Ele testemunhou perante o Congresso sobre os perigos das mudanças climáticas.

 Foi um ativista antinuclear e se manifestou contra a Iniciativa de Defesa Estratégica, programa armamentista do governo do ex-presidente americano Ronald Reagan também conhecido como “Guerra nas Estrelas”. 

Incentivou colaborações e uma missão espacial conjunta com a União Soviética, em uma tentativa de melhorar as relações entre os EUA e a União Soviética. 

Ele falou diretamente com membros do Congresso sobre a busca por inteligência extraterrestre e organizou uma petição assinada por dezenas de cientistas proeminentes pedindo apoio para esta busca.

Mas talvez seu presente mais importante para a sociedade tenha sido a promoção da busca da verdade e do pensamento crítico. Ele incentivou as pessoas a ter humildade e disciplina para confrontar suas crenças mais queridas e a confiar em evidências para obter uma visão mais precisa do mundo. 

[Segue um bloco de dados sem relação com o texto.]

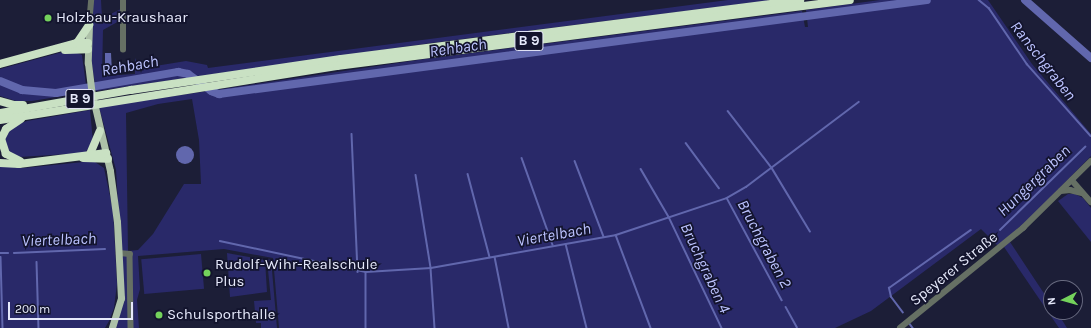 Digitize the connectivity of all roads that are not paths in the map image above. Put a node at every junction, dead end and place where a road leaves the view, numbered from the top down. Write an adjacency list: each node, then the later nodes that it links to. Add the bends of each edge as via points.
1 (91, 0): 5 (street)
2 (123, 0): 9 (street)
3 (800, 0): 11 (highway, B 9)
4 (850, 0): 11 (highway, B 9, via 208,85)
5 (89, 25): 6 (highway); 7 (main road)
6 (77, 43): 7 (highway); 8 (highway)
7 (88, 46): 8 (highway); 16 (main road, via 89,77)
8 (60, 49): 10 (highway)
9 (123, 50)
10 (0, 64)
11 (199, 83): 13 (highway, B 9); 13 (highway, B 9, via 190,81)
12 (0, 101): 13 (highway)
13 (32, 110): 14 (highway, B 9); 15 (highway, B 9); 21 (highway, via 10,124 1,138 6,154)
14 (0, 113)
15 (0, 120)
16 (99, 127): 17 (highway); 18 (main road)
17 (86, 156): 18 (highway); 21 (highway)
18 (107, 156): 26 (main road, via 115,196)
19 (1091, 161): 22 (street, Speyerer Straße)
20 (0, 163): 21 (highway)
21 (23, 163)
22 (1072, 180): 23 (street, Speyerer Straße); 24 (street)
23 (1060, 191): 24 (street, via 1077,190); 31 (street, Speyerer Straße, via 1023,228)
24 (1084, 194): 25 (street)
25 (1091, 202)
26 (119, 253): 27 (main road); 30 (street, via 130,254)
27 (121, 286): 28 (main road); 29 (main road, via 120,305)
28 (108, 328)
29 (112, 328)
30 (131, 328)
31 (900, 328)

Seu livro mais citado, “O Mundo Assombrado pelos Demônios”, é um recurso precioso para qualquer pessoa que esteja tentando navegar nesta era de desinformação.

Impacto

O impacto de um cientista às vezes pode ser medido pelo número de vezes que seu trabalho acadêmico é citado por outros cientistas. De acordo com a página de Sagan no Google Scholar, seu trabalho continua a acumular mais de 1.000 citações por ano.

De fato, sua taxa de citação atual excede a de muitos membros da Academia Nacional de Ciências dos EUA, que são “eleitos por seus pares por contribuições extraordinárias à pesquisa”, de acordo com o site da academia, e é “uma das maiores honras que um cientista pode receber”.

Sagan foi indicado para ser eleito para a academia durante o ciclo de 1991–1992, mas sua indicação foi contestada na reunião anual; mais de um terço dos membros votou para que ele não fosse eleito, o que impediu sua admissão

Um observador daquela reunião escreveu a Sagan: “É a pior das fragilidades humanas que o mantém de fora: a inveja”. Essa crença foi afirmada por outros presentes. Em minha opinião, o fato de a academia não ter admitido Sagan continua sendo uma mácula duradoura na organização.

Nenhum tipo de ciúme pode diminuir o legado profundo e abrangente de Sagan. Além de suas realizações científicas, Sagan inspirou gerações de cientistas e levou a apreciação da ciência a inúmeros não cientistas. 

Ele demonstrou o que é possível nos campos da ciência, da comunicação e da defesa. Essas realizações exigiram a busca da verdade, trabalho árduo e autoaperfeiçoamento. No 90º aniversário do nascimento de Sagan, um compromisso renovado com esses valores honraria sua memória.